Exercise input Start Marker

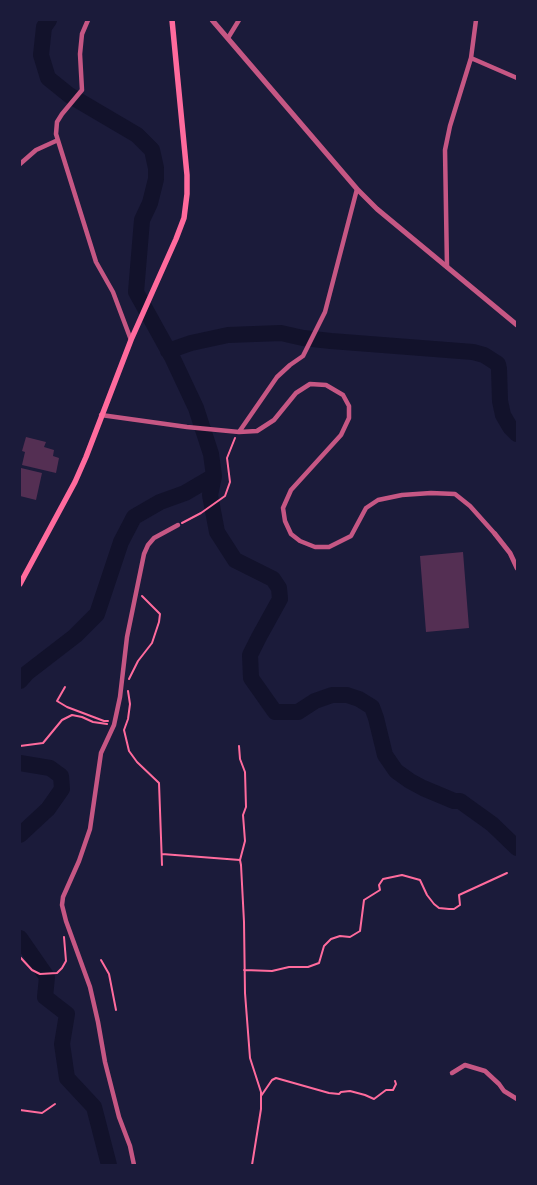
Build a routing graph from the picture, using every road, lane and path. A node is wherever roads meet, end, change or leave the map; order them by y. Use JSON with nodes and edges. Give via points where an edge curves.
{"nodes":[{"id":1,"x":88,"y":20,"type":"edge"},
{"id":2,"x":172,"y":20,"type":"edge"},
{"id":3,"x":212,"y":20,"type":"edge"},
{"id":4,"x":239,"y":20,"type":"edge"},
{"id":5,"x":476,"y":20,"type":"edge"},
{"id":6,"x":228,"y":38,"type":"junction"},
{"id":7,"x":471,"y":58,"type":"junction"},
{"id":8,"x":517,"y":78,"type":"edge"},
{"id":9,"x":58,"y":140,"type":"junction"},
{"id":10,"x":20,"y":164,"type":"edge"},
{"id":11,"x":358,"y":189,"type":"junction"},
{"id":12,"x":447,"y":267,"type":"junction"},
{"id":13,"x":517,"y":325,"type":"edge"},
{"id":14,"x":131,"y":340,"type":"junction"},
{"id":15,"x":101,"y":415,"type":"junction"},
{"id":16,"x":239,"y":432,"type":"junction"},
{"id":17,"x":178,"y":525,"type":"joint"},
{"id":18,"x":495,"y":534,"type":"joint"},
{"id":19,"x":517,"y":568,"type":"edge"},
{"id":20,"x":20,"y":584,"type":"edge"},
{"id":21,"x":137,"y":591,"type":"junction"},
{"id":22,"x":128,"y":681,"type":"dead end"},
{"id":23,"x":65,"y":687,"type":"dead end"},
{"id":24,"x":128,"y":690,"type":"dead end"},
{"id":25,"x":114,"y":723,"type":"junction"},
{"id":26,"x":20,"y":746,"type":"edge"},
{"id":27,"x":239,"y":746,"type":"dead end"},
{"id":28,"x":161,"y":854,"type":"junction"},
{"id":29,"x":240,"y":860,"type":"junction"},
{"id":30,"x":162,"y":865,"type":"dead end"},
{"id":31,"x":506,"y":873,"type":"dead end"},
{"id":32,"x":64,"y":933,"type":"dead end"},
{"id":33,"x":20,"y":957,"type":"edge"},
{"id":34,"x":101,"y":960,"type":"dead end"},
{"id":35,"x":244,"y":970,"type":"junction"},
{"id":36,"x":116,"y":1010,"type":"dead end"},
{"id":37,"x":452,"y":1073,"type":"dead end"},
{"id":38,"x":395,"y":1081,"type":"dead end"},
{"id":39,"x":261,"y":1096,"type":"junction"},
{"id":40,"x":517,"y":1100,"type":"edge"},
{"id":41,"x":55,"y":1104,"type":"dead end"},
{"id":42,"x":20,"y":1110,"type":"edge"},
{"id":43,"x":134,"y":1165,"type":"edge"},
{"id":44,"x":252,"y":1165,"type":"edge"}],
"edges":[{"from":1,"to":9,"type":"street","via":[[82,34],[82,90],[57,122]]},
{"from":2,"to":14,"type":"main road","via":[[186,156],[184,218]]},
{"from":3,"to":6,"type":"street"},
{"from":4,"to":6,"type":"street"},
{"from":5,"to":7,"type":"street"},
{"from":6,"to":11,"type":"street"},
{"from":7,"to":8,"type":"street"},
{"from":7,"to":12,"type":"street","via":[[445,150]]},
{"from":9,"to":10,"type":"street","via":[[36,150]]},
{"from":9,"to":14,"type":"street","via":[[96,262],[113,292]]},
{"from":11,"to":12,"type":"street","via":[[377,209]]},
{"from":11,"to":16,"type":"street","via":[[324,312],[303,356],[278,377]]},
{"from":12,"to":13,"type":"street"},
{"from":14,"to":15,"type":"main road"},
{"from":15,"to":16,"type":"street"},
{"from":15,"to":20,"type":"main road","via":[[86,457]]},
{"from":16,"to":17,"type":"path","via":[[227,458],[230,482],[224,496]]},
{"from":16,"to":18,"type":"street","via":[[257,431],[274,420],[296,393],[310,384],[326,386],[343,395],[349,406],[349,418],[341,435],[292,490],[283,508],[291,534],[315,547],[329,547],[351,536],[366,508],[378,500],[402,495],[455,494]]},
{"from":17,"to":21,"type":"street","via":[[148,545]]},
{"from":18,"to":19,"type":"street"},
{"from":21,"to":22,"type":"path","via":[[160,614],[152,644]]},
{"from":21,"to":25,"type":"street"},
{"from":23,"to":25,"type":"path","via":[[57,701]]},
{"from":24,"to":28,"type":"path","via":[[130,704],[124,730],[129,751],[158,782]]},
{"from":25,"to":26,"type":"path","via":[[93,722],[72,715],[62,720],[43,743]]},
{"from":25,"to":43,"type":"street","via":[[101,754],[90,829],[62,905],[91,991],[104,1062]]},
{"from":27,"to":29,"type":"path","via":[[245,772],[246,807]]},
{"from":28,"to":29,"type":"path"},
{"from":28,"to":30,"type":"path"},
{"from":29,"to":35,"type":"path"},
{"from":31,"to":35,"type":"path","via":[[459,895],[460,905],[454,909],[439,908],[434,904],[420,880],[402,875],[383,879],[380,890],[364,900],[360,931],[350,937],[331,939],[324,946],[319,963],[272,971]]},
{"from":32,"to":33,"type":"path","via":[[66,961],[57,973],[40,974]]},
{"from":34,"to":36,"type":"path","via":[[108,974]]},
{"from":35,"to":39,"type":"path","via":[[250,1058]]},
{"from":37,"to":40,"type":"street","via":[[465,1065],[485,1071]]},
{"from":38,"to":39,"type":"path","via":[[393,1090],[386,1090],[374,1099],[350,1091],[329,1093],[276,1078]]},
{"from":39,"to":44,"type":"path"},
{"from":41,"to":42,"type":"path","via":[[42,1113]]}]}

Exercise input End Marker

**What you have to do**
For the word "road", please say how many lines in the entries hold it, with only the number as the reply.

**Exercise answer**
4